[Data shown]

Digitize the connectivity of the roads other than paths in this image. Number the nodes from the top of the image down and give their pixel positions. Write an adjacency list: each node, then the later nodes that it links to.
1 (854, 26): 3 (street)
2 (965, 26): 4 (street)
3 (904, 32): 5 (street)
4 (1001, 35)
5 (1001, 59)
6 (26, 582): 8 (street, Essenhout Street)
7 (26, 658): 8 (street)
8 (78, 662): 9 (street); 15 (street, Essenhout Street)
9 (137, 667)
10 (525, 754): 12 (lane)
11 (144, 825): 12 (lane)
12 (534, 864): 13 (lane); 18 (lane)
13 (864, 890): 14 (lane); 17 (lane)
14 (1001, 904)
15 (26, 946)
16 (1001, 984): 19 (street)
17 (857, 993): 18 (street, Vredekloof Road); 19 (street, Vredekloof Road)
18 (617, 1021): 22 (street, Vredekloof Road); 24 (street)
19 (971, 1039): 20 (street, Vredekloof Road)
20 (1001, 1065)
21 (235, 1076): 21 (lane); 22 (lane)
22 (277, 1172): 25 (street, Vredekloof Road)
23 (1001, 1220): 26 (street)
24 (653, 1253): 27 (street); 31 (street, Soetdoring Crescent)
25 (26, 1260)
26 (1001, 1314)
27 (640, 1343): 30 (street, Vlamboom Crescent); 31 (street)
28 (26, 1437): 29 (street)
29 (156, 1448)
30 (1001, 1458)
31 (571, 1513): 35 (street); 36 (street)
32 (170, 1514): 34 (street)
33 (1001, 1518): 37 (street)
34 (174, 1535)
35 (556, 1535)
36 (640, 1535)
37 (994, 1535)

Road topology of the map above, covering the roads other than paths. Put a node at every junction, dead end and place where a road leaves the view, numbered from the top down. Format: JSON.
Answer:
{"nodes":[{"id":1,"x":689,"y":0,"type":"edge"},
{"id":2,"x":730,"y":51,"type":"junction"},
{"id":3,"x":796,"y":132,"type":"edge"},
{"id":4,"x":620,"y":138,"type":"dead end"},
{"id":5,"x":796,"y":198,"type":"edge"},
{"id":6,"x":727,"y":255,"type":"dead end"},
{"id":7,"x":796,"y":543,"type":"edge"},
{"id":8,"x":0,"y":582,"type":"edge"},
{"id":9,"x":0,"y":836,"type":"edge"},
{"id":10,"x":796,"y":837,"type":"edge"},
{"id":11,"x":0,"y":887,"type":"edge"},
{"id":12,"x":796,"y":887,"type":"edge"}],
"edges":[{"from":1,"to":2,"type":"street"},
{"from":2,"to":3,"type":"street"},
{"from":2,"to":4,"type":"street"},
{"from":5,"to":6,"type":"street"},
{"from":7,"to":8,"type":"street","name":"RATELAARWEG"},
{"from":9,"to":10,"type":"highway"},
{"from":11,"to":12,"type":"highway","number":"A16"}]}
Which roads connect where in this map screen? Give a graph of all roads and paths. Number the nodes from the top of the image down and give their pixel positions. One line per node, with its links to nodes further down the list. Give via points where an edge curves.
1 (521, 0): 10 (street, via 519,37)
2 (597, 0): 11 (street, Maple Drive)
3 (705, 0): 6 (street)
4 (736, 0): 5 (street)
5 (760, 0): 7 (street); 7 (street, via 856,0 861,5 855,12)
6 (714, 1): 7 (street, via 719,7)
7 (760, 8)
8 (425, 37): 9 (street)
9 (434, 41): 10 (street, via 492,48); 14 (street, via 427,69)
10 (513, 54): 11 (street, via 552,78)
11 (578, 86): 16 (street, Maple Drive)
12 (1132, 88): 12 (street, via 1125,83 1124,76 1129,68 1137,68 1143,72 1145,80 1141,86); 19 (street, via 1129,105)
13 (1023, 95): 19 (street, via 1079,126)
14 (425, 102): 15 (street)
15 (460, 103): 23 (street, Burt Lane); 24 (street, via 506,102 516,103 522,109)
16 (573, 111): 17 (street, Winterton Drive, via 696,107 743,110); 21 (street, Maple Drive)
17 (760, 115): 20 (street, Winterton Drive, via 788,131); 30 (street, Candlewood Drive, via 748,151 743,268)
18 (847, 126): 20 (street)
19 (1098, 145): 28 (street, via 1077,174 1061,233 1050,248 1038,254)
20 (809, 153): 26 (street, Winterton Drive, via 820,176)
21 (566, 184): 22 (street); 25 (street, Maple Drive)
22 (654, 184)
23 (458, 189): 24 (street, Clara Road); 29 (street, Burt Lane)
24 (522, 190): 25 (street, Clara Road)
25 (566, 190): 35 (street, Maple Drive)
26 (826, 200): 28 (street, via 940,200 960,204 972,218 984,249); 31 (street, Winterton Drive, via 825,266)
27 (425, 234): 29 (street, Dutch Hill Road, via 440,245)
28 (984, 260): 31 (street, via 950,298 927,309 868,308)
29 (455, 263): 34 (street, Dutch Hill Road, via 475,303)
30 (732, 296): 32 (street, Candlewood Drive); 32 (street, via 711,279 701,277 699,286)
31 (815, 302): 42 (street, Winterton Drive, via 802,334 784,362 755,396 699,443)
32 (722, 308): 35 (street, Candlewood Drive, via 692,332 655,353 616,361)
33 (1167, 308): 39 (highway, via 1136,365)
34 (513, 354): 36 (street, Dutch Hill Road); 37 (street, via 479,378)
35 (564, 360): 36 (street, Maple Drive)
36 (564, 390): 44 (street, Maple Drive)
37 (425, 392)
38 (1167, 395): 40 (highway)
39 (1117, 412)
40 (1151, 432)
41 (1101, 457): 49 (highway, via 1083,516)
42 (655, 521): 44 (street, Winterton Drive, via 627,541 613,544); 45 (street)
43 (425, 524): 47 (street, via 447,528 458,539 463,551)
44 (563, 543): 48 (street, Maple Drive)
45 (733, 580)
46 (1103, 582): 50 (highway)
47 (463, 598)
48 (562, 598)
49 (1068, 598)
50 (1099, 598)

[/Data shown]

* **Work to complete**: Exactly as written above, please repeat the entries.

* **Answer to the problem**:
Digitize the connectivity of the roads other than paths in this image. Number the nodes from the top of the image down and give their pixel positions. Write an adjacency list: each node, then the later nodes that it links to.
1 (854, 26): 3 (street)
2 (965, 26): 4 (street)
3 (904, 32): 5 (street)
4 (1001, 35)
5 (1001, 59)
6 (26, 582): 8 (street, Essenhout Street)
7 (26, 658): 8 (street)
8 (78, 662): 9 (street); 15 (street, Essenhout Street)
9 (137, 667)
10 (525, 754): 12 (lane)
11 (144, 825): 12 (lane)
12 (534, 864): 13 (lane); 18 (lane)
13 (864, 890): 14 (lane); 17 (lane)
14 (1001, 904)
15 (26, 946)
16 (1001, 984): 19 (street)
17 (857, 993): 18 (street, Vredekloof Road); 19 (street, Vredekloof Road)
18 (617, 1021): 22 (street, Vredekloof Road); 24 (street)
19 (971, 1039): 20 (street, Vredekloof Road)
20 (1001, 1065)
21 (235, 1076): 21 (lane); 22 (lane)
22 (277, 1172): 25 (street, Vredekloof Road)
23 (1001, 1220): 26 (street)
24 (653, 1253): 27 (street); 31 (street, Soetdoring Crescent)
25 (26, 1260)
26 (1001, 1314)
27 (640, 1343): 30 (street, Vlamboom Crescent); 31 (street)
28 (26, 1437): 29 (street)
29 (156, 1448)
30 (1001, 1458)
31 (571, 1513): 35 (street); 36 (street)
32 (170, 1514): 34 (street)
33 (1001, 1518): 37 (street)
34 (174, 1535)
35 (556, 1535)
36 (640, 1535)
37 (994, 1535)

Road topology of the map above, covering the roads other than paths. Put a node at every junction, dead end and place where a road leaves the view, numbered from the top down. Format: JSON.
Answer:
{"nodes":[{"id":1,"x":689,"y":0,"type":"edge"},
{"id":2,"x":730,"y":51,"type":"junction"},
{"id":3,"x":796,"y":132,"type":"edge"},
{"id":4,"x":620,"y":138,"type":"dead end"},
{"id":5,"x":796,"y":198,"type":"edge"},
{"id":6,"x":727,"y":255,"type":"dead end"},
{"id":7,"x":796,"y":543,"type":"edge"},
{"id":8,"x":0,"y":582,"type":"edge"},
{"id":9,"x":0,"y":836,"type":"edge"},
{"id":10,"x":796,"y":837,"type":"edge"},
{"id":11,"x":0,"y":887,"type":"edge"},
{"id":12,"x":796,"y":887,"type":"edge"}],
"edges":[{"from":1,"to":2,"type":"street"},
{"from":2,"to":3,"type":"street"},
{"from":2,"to":4,"type":"street"},
{"from":5,"to":6,"type":"street"},
{"from":7,"to":8,"type":"street","name":"RATELAARWEG"},
{"from":9,"to":10,"type":"highway"},
{"from":11,"to":12,"type":"highway","number":"A16"}]}
Which roads connect where in this map screen? Give a graph of all roads and paths. Number the nodes from the top of the image down and give their pixel positions. One line per node, with its links to nodes further down the list. Give via points where an edge curves.
1 (521, 0): 10 (street, via 519,37)
2 (597, 0): 11 (street, Maple Drive)
3 (705, 0): 6 (street)
4 (736, 0): 5 (street)
5 (760, 0): 7 (street); 7 (street, via 856,0 861,5 855,12)
6 (714, 1): 7 (street, via 719,7)
7 (760, 8)
8 (425, 37): 9 (street)
9 (434, 41): 10 (street, via 492,48); 14 (street, via 427,69)
10 (513, 54): 11 (street, via 552,78)
11 (578, 86): 16 (street, Maple Drive)
12 (1132, 88): 12 (street, via 1125,83 1124,76 1129,68 1137,68 1143,72 1145,80 1141,86); 19 (street, via 1129,105)
13 (1023, 95): 19 (street, via 1079,126)
14 (425, 102): 15 (street)
15 (460, 103): 23 (street, Burt Lane); 24 (street, via 506,102 516,103 522,109)
16 (573, 111): 17 (street, Winterton Drive, via 696,107 743,110); 21 (street, Maple Drive)
17 (760, 115): 20 (street, Winterton Drive, via 788,131); 30 (street, Candlewood Drive, via 748,151 743,268)
18 (847, 126): 20 (street)
19 (1098, 145): 28 (street, via 1077,174 1061,233 1050,248 1038,254)
20 (809, 153): 26 (street, Winterton Drive, via 820,176)
21 (566, 184): 22 (street); 25 (street, Maple Drive)
22 (654, 184)
23 (458, 189): 24 (street, Clara Road); 29 (street, Burt Lane)
24 (522, 190): 25 (street, Clara Road)
25 (566, 190): 35 (street, Maple Drive)
26 (826, 200): 28 (street, via 940,200 960,204 972,218 984,249); 31 (street, Winterton Drive, via 825,266)
27 (425, 234): 29 (street, Dutch Hill Road, via 440,245)
28 (984, 260): 31 (street, via 950,298 927,309 868,308)
29 (455, 263): 34 (street, Dutch Hill Road, via 475,303)
30 (732, 296): 32 (street, Candlewood Drive); 32 (street, via 711,279 701,277 699,286)
31 (815, 302): 42 (street, Winterton Drive, via 802,334 784,362 755,396 699,443)
32 (722, 308): 35 (street, Candlewood Drive, via 692,332 655,353 616,361)
33 (1167, 308): 39 (highway, via 1136,365)
34 (513, 354): 36 (street, Dutch Hill Road); 37 (street, via 479,378)
35 (564, 360): 36 (street, Maple Drive)
36 (564, 390): 44 (street, Maple Drive)
37 (425, 392)
38 (1167, 395): 40 (highway)
39 (1117, 412)
40 (1151, 432)
41 (1101, 457): 49 (highway, via 1083,516)
42 (655, 521): 44 (street, Winterton Drive, via 627,541 613,544); 45 (street)
43 (425, 524): 47 (street, via 447,528 458,539 463,551)
44 (563, 543): 48 (street, Maple Drive)
45 (733, 580)
46 (1103, 582): 50 (highway)
47 (463, 598)
48 (562, 598)
49 (1068, 598)
50 (1099, 598)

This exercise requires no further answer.